**Given data**

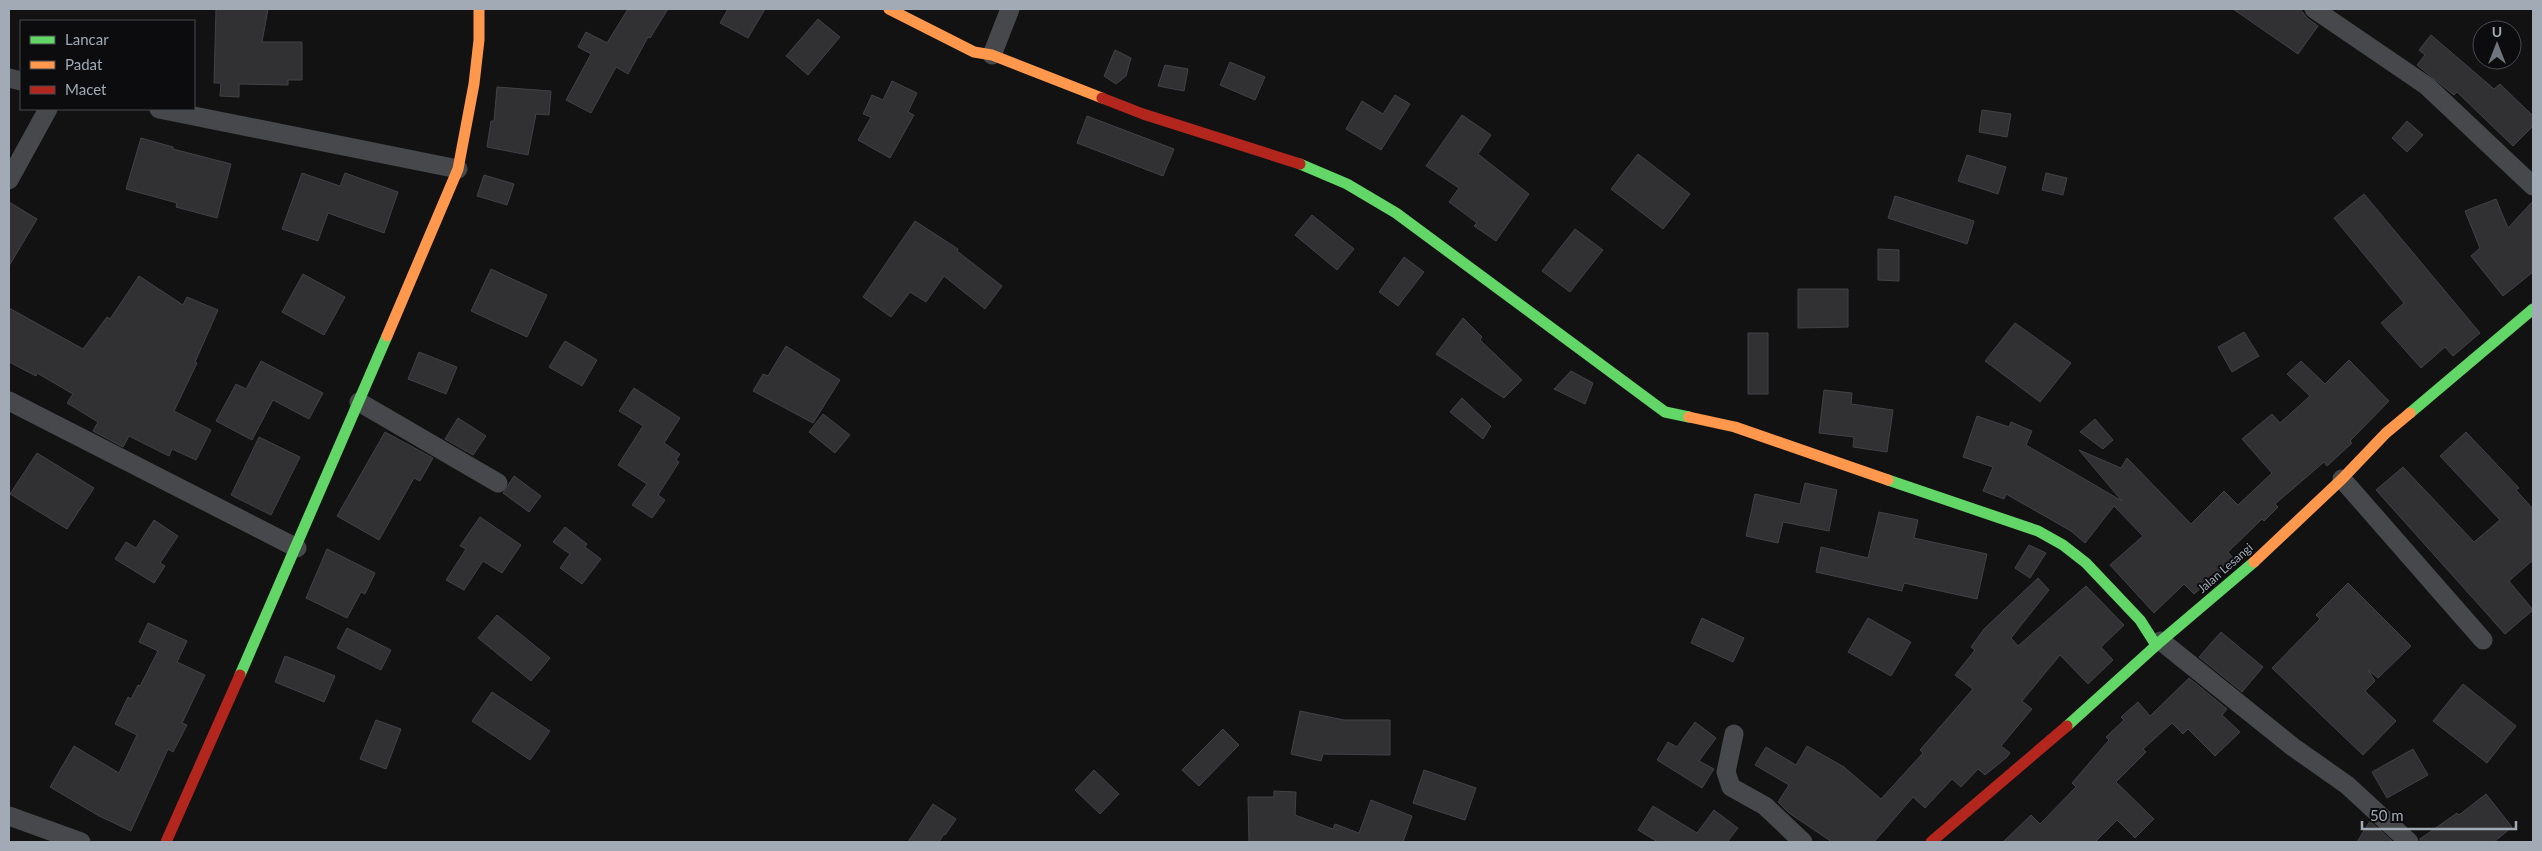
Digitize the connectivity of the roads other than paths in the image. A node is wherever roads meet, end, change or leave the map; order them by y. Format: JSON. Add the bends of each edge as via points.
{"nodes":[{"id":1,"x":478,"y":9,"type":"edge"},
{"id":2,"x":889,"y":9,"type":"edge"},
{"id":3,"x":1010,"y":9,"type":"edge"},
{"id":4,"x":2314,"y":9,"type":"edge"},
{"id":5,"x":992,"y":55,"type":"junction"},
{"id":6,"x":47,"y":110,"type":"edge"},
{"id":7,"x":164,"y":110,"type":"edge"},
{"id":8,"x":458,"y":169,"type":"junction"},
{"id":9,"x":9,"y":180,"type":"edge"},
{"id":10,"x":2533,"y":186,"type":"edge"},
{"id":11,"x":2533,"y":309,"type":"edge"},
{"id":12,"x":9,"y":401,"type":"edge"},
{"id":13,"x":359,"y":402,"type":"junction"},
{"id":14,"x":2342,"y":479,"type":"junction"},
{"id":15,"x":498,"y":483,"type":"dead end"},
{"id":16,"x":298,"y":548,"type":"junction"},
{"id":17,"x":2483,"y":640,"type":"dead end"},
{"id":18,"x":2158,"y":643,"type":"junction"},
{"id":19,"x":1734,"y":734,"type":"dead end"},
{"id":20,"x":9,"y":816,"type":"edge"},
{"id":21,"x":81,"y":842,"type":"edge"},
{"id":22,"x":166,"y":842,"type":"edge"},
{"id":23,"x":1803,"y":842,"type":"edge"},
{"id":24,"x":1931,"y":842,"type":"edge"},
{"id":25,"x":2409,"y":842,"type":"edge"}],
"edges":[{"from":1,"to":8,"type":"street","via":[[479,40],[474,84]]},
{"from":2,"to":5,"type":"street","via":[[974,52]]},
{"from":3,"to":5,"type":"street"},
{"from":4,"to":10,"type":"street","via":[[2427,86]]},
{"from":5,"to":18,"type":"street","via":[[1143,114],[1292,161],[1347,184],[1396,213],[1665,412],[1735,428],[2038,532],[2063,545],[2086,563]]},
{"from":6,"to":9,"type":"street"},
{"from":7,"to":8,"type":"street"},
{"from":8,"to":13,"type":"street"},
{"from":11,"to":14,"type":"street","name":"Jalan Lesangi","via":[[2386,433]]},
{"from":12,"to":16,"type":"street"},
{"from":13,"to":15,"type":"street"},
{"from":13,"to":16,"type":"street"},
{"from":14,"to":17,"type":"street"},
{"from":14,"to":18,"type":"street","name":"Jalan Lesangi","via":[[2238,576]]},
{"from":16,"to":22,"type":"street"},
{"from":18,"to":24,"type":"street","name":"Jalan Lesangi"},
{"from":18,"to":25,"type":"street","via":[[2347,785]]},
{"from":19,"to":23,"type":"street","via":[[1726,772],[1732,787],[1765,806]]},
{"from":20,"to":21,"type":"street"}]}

**What you should do**
Search the entries for the word "junction", then gather every line that has it.

**Answer section**
{"id":5,"x":992,"y":55,"type":"junction"},
{"id":8,"x":458,"y":169,"type":"junction"},
{"id":13,"x":359,"y":402,"type":"junction"},
{"id":14,"x":2342,"y":479,"type":"junction"},
{"id":16,"x":298,"y":548,"type":"junction"},
{"id":18,"x":2158,"y":643,"type":"junction"},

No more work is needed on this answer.